_Requirement_
When you copy the data that follows, reproduce every word exactly and leave out the images.

┄┄┄┄┄┄┄┄┄┄┄┄┄┄┄┄┄┄┄┄

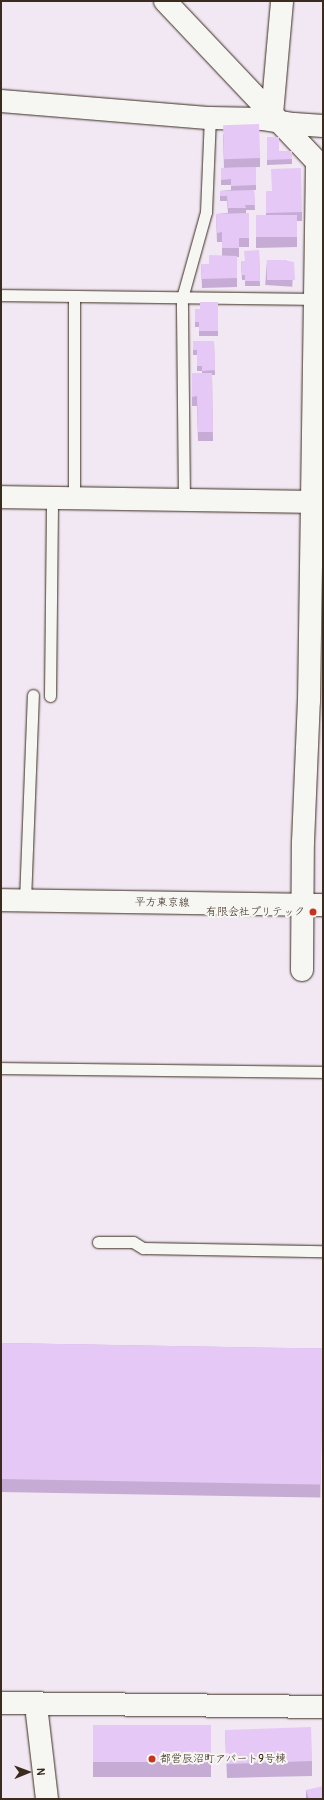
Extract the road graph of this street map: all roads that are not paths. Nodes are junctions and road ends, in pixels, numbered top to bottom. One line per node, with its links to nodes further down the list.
1 (165, 1): 5 (street)
2 (282, 1): 5 (street)
3 (1, 101): 4 (street)
4 (210, 118): 5 (street); 10 (lane)
5 (276, 118): 6 (street); 7 (street)
6 (323, 126)
7 (320, 166): 11 (street)
8 (1, 295): 9 (lane)
9 (74, 296): 10 (lane); 14 (lane)
10 (182, 298): 11 (lane); 15 (lane)
11 (315, 299): 16 (street)
12 (1, 497): 13 (street)
13 (52, 498): 14 (street); 18 (lane)
14 (74, 498): 15 (street)
15 (184, 500): 16 (street)
16 (318, 502): 21 (street)
17 (33, 695): 20 (lane)
18 (50, 696)
19 (1, 900): 20 (street, 平方東京線)
20 (25, 901): 21 (street, 平方東京線)
21 (312, 905): 22 (street)
22 (302, 970)
23 (1, 1068): 24 (lane)
24 (323, 1072)
25 (98, 1242): 26 (lane)
26 (323, 1251)
27 (1, 1703): 29 (street)
28 (323, 1707): 29 (street)
29 (36, 1709): 30 (street)
30 (47, 1799)

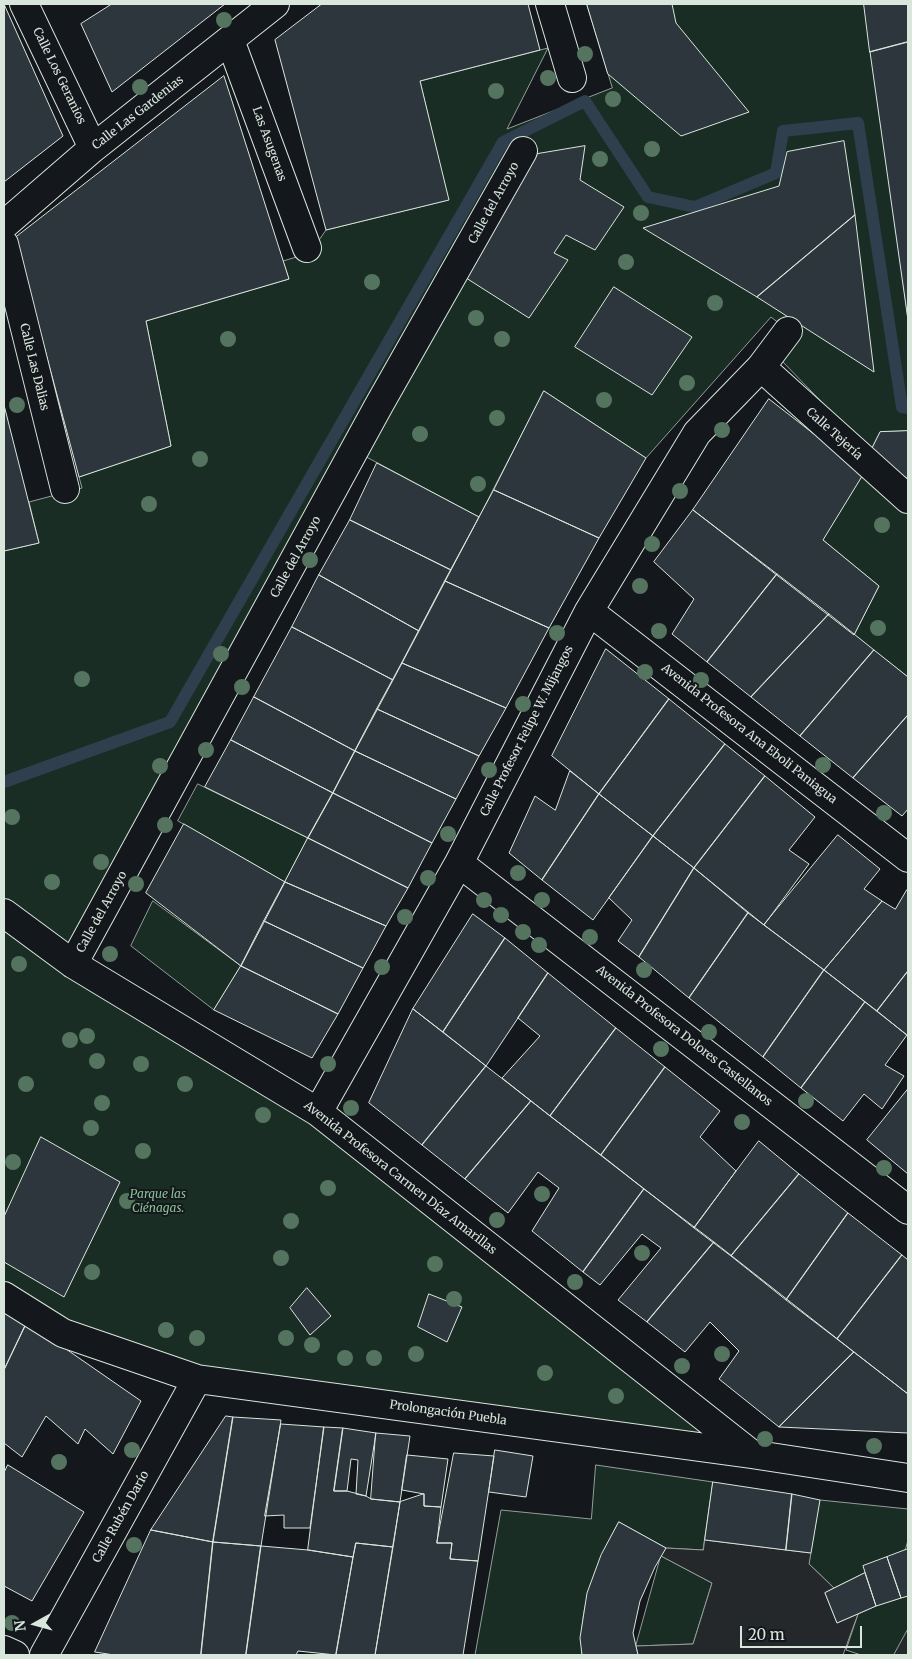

┄┄┄┄┄┄┄┄┄┄┄┄┄┄┄┄┄┄┄┄

_Response to the task_
Extract the road graph of this street map: all roads that are not paths. Nodes are junctions and road ends, in pixels, numbered top to bottom. One line per node, with its links to nodes further down the list.
1 (165, 1): 5 (street)
2 (282, 1): 5 (street)
3 (1, 101): 4 (street)
4 (210, 118): 5 (street); 10 (lane)
5 (276, 118): 6 (street); 7 (street)
6 (323, 126)
7 (320, 166): 11 (street)
8 (1, 295): 9 (lane)
9 (74, 296): 10 (lane); 14 (lane)
10 (182, 298): 11 (lane); 15 (lane)
11 (315, 299): 16 (street)
12 (1, 497): 13 (street)
13 (52, 498): 14 (street); 18 (lane)
14 (74, 498): 15 (street)
15 (184, 500): 16 (street)
16 (318, 502): 21 (street)
17 (33, 695): 20 (lane)
18 (50, 696)
19 (1, 900): 20 (street, 平方東京線)
20 (25, 901): 21 (street, 平方東京線)
21 (312, 905): 22 (street)
22 (302, 970)
23 (1, 1068): 24 (lane)
24 (323, 1072)
25 (98, 1242): 26 (lane)
26 (323, 1251)
27 (1, 1703): 29 (street)
28 (323, 1707): 29 (street)
29 (36, 1709): 30 (street)
30 (47, 1799)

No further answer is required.